The allegationsThe relevant allegations are: (a) on 14 October 1987 Eagle announced the terms of an offer for the acquisition of the entire issued share capital of Samuelson Group Plc. The offer was of six new Eagle shares for each Samuelson share. It was accompanied by (i) a cash alternative of 180p for each Samuelson share and (ii) a rights issue addressed to shareholders of Eagle of new shares of Eagle priced at 30p for each new share.
(b) By an underwriting agreement dated 12 October 1987 Savory Milln had agreed to underwrite the cash alternative and the rights issue. The total potential liability of Savory Milln under the underwriting agreement was £56m. — £35m. in respect of the cash alternative and £21m. in respect of the rights issue, less the fees which Savory Milln were entitled to retain.
(c) On 19 October, before the offer documents had been sent out, prices on the London Stock Exchange fell heavily: it is commonly known as Black Monday.

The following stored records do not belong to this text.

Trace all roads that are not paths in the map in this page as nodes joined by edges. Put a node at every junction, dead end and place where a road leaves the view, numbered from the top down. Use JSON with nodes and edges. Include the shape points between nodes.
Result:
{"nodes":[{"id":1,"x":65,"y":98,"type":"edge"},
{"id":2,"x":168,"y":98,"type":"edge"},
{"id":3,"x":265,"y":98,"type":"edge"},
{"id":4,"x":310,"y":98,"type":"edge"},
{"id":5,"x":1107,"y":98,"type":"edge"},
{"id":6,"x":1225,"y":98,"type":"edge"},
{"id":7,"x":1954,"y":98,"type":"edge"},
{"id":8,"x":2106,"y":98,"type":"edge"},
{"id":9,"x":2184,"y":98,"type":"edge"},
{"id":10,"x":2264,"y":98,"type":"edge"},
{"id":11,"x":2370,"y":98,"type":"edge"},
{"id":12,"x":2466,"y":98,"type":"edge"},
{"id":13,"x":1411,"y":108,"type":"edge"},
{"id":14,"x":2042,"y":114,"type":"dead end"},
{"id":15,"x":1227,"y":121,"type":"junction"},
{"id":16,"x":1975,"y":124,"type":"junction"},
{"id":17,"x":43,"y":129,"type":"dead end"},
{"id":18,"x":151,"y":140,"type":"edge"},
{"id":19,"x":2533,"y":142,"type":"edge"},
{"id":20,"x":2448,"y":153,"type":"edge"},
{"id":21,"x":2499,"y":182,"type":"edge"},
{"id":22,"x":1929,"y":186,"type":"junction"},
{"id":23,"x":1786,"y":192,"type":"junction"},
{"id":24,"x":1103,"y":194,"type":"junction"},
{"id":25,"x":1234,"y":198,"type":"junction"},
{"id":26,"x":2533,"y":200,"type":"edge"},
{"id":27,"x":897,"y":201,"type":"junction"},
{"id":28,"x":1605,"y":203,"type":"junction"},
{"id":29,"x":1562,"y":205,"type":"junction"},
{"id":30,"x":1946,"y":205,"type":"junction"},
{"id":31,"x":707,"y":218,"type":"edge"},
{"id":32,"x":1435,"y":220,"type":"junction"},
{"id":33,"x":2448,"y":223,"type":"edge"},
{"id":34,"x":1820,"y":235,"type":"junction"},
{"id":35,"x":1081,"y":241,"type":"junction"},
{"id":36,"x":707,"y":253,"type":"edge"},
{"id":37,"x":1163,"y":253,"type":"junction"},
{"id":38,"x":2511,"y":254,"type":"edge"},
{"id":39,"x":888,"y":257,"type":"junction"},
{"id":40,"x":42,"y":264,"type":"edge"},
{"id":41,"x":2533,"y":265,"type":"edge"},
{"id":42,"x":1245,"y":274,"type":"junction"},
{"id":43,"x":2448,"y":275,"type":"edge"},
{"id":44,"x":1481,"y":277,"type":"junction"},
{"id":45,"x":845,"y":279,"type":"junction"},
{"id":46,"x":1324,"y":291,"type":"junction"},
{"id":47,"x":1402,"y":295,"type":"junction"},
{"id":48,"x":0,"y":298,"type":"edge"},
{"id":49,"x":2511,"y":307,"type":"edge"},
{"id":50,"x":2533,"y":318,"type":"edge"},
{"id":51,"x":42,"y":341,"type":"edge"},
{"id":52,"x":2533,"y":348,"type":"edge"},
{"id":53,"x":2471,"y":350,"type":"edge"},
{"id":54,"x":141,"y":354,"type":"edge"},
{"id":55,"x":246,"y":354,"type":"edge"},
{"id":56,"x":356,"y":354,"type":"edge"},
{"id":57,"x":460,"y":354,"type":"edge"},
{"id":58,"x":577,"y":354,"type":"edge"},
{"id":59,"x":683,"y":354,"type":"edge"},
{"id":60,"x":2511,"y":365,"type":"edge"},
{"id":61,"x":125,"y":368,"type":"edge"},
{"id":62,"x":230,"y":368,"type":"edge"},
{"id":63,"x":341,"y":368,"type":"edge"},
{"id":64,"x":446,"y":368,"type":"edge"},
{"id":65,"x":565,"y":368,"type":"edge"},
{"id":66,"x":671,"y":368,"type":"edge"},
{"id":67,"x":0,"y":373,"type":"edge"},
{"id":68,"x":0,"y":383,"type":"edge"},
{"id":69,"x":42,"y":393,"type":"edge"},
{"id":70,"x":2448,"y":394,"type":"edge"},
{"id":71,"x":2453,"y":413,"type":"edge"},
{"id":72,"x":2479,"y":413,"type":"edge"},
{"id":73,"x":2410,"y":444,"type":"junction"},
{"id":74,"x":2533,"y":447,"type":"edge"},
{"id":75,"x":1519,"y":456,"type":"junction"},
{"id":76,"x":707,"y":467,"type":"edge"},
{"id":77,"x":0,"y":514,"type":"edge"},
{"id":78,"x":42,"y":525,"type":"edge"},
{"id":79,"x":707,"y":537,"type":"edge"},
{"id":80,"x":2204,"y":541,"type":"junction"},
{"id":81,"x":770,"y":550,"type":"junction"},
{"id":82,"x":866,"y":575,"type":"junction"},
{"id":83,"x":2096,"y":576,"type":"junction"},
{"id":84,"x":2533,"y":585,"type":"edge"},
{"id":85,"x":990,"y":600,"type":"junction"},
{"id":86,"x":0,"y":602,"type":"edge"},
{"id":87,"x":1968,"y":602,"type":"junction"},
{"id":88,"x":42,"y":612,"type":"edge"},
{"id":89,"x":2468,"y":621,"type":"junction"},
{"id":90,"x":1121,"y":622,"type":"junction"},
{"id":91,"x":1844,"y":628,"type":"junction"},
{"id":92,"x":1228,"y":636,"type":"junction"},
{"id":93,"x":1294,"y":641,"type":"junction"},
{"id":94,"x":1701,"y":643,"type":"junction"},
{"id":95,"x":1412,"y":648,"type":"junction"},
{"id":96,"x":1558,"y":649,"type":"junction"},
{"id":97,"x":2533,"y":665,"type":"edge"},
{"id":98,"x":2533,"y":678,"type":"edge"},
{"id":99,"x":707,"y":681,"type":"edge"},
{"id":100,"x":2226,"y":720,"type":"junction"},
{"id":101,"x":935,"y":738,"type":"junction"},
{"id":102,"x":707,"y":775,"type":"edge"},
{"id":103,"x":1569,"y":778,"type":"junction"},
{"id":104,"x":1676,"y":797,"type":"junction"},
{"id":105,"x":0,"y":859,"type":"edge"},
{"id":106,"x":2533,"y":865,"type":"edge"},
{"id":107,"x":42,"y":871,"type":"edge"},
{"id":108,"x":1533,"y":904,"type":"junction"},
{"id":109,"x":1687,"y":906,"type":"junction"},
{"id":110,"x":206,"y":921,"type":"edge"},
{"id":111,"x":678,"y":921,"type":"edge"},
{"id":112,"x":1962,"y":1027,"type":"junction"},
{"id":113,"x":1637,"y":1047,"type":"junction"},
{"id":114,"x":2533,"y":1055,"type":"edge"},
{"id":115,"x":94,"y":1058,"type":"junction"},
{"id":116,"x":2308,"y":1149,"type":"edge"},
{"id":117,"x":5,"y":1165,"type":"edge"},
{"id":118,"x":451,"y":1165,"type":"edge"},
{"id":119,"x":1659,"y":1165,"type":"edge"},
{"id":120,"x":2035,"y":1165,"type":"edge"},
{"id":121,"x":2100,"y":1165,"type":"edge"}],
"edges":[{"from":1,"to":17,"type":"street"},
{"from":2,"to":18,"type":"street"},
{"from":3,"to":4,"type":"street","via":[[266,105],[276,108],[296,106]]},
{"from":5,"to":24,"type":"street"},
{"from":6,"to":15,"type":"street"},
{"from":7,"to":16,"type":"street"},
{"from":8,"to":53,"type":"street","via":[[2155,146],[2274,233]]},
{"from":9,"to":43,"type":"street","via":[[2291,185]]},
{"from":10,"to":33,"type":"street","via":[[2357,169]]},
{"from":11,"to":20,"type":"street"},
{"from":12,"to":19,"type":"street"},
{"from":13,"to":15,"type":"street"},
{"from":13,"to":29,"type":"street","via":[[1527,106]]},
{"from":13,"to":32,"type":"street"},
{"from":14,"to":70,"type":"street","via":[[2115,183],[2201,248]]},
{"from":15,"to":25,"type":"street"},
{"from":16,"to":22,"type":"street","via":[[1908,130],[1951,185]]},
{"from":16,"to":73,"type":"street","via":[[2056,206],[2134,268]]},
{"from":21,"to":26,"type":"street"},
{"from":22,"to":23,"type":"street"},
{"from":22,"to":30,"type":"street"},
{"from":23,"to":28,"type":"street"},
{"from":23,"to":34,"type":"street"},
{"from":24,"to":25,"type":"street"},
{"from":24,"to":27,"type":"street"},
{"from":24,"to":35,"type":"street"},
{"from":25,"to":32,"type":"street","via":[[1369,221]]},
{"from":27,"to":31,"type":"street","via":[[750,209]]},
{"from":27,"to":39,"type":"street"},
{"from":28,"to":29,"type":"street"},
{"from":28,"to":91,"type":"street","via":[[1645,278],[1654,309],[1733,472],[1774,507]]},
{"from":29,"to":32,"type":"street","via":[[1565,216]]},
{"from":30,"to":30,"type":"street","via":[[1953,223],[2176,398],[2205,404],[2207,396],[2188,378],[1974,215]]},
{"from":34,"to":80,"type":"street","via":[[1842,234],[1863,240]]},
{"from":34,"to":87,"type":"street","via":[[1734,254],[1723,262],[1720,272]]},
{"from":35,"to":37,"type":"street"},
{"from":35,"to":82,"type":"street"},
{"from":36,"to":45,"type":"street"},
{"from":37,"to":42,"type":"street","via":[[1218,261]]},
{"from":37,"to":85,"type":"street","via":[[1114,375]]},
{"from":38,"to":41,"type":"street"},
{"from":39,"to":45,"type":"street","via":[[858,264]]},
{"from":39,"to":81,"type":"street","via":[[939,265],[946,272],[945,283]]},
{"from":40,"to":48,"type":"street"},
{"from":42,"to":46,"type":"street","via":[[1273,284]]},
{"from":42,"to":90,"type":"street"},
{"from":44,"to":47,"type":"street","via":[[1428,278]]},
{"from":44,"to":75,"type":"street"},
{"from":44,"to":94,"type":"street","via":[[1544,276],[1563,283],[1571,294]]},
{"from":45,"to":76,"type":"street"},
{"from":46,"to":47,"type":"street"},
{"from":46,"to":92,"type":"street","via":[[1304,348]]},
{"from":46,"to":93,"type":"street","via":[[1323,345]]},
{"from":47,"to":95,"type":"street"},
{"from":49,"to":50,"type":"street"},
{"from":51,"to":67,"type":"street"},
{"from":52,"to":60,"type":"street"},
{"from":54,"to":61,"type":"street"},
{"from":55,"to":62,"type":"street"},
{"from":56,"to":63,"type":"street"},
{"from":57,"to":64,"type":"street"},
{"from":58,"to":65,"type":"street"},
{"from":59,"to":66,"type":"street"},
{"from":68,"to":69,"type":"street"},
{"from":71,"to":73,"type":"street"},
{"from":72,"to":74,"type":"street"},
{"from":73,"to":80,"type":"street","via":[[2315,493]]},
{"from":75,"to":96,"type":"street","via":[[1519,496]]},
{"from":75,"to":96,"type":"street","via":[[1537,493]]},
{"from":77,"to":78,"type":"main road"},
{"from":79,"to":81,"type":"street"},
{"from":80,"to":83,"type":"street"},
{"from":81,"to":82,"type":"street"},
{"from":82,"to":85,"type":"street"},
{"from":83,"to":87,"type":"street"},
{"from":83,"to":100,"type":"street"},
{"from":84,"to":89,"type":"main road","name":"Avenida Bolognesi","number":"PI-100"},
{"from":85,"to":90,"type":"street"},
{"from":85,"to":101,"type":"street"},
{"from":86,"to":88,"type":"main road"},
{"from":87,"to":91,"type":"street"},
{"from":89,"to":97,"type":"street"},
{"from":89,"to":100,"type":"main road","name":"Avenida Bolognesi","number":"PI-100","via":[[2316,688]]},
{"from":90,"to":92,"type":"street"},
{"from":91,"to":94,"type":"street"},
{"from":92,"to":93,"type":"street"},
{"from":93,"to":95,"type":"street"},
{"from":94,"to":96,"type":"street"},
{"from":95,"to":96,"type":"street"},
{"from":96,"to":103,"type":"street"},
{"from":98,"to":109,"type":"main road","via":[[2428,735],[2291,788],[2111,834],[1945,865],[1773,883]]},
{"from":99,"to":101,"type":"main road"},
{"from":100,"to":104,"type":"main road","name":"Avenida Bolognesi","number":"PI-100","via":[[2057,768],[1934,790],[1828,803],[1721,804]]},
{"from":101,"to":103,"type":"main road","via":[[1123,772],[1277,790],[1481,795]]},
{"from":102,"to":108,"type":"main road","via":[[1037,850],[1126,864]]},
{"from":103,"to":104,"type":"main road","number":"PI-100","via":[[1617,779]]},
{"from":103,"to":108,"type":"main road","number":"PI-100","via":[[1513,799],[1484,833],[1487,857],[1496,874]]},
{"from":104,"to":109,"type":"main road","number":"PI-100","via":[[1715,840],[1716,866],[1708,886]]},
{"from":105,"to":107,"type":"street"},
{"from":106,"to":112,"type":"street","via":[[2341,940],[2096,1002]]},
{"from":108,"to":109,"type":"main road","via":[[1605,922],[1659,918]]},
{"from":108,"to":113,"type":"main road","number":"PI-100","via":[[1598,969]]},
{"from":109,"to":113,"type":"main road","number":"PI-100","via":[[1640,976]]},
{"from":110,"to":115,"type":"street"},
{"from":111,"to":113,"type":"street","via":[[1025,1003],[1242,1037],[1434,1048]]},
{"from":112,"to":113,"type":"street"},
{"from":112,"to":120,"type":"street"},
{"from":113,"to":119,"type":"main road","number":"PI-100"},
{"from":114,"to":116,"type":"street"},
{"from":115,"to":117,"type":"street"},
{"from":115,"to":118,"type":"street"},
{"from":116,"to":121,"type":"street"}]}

(d) After 12 October Savory Milln, for its own protection, arranged to sub-underwrite its liabilities to Eagle in respect of the rights issue. Paragraph 6 of the statement of claim contains a list of sub-underwriters said to have been introduced by or through John Ferriday, the chief executive of Eagle. The list includes a firm of solicitors practising in Birmingham, Martin Boston & Co., or its senior partner, Martin Boston, in respect of 11 million shares of Eagle, and a firm of provincial stockbrokers, Earnshaw Haes, in respect of 21 million shares. It is said in paragraph 7 of the statement of claim that in circumstances unclear to Eagle the list changed. In the revised list the reference to Martin Boston & Co. and Martin Boston is deleted, the number of shares underwritten by Earnshaw Haes is increased from 21 to 26 million, and Ferriday, whose name was not included in the original list, appears in the revised list as underwriting 25.5 million shares. There are other differences between the two lists. The liability of a company called Coast Securities Ltd. is reduced from 20 million to 3 million and the liability of a firm called Jeffries & Co. from 16,450,000 to one million. In the revised list two banks, Standard Chartered Bank and Bank of Bermuda appear as sub-underwriters in respect of two million and 10 million shares respectively. The total number of shares underwritten is slightly reduced from 69,450,000 to 69,050,000.
(e) The relevant changes are elaborated in paragraphs 8 and 9 of the statement of claim, where it is said, in paragraph 8, (a) that Martin Boston & Co. and Martin Boston were released from their sub-underwriting obligations pursuant to a letter written by them to Savory Milln in which it was alleged that Ferriday had agreed to indemnify Martin Boston & Co. and Martin Boston, that Ferriday had denied to Savory Milln and to Eagle's then solicitors that he had given any such...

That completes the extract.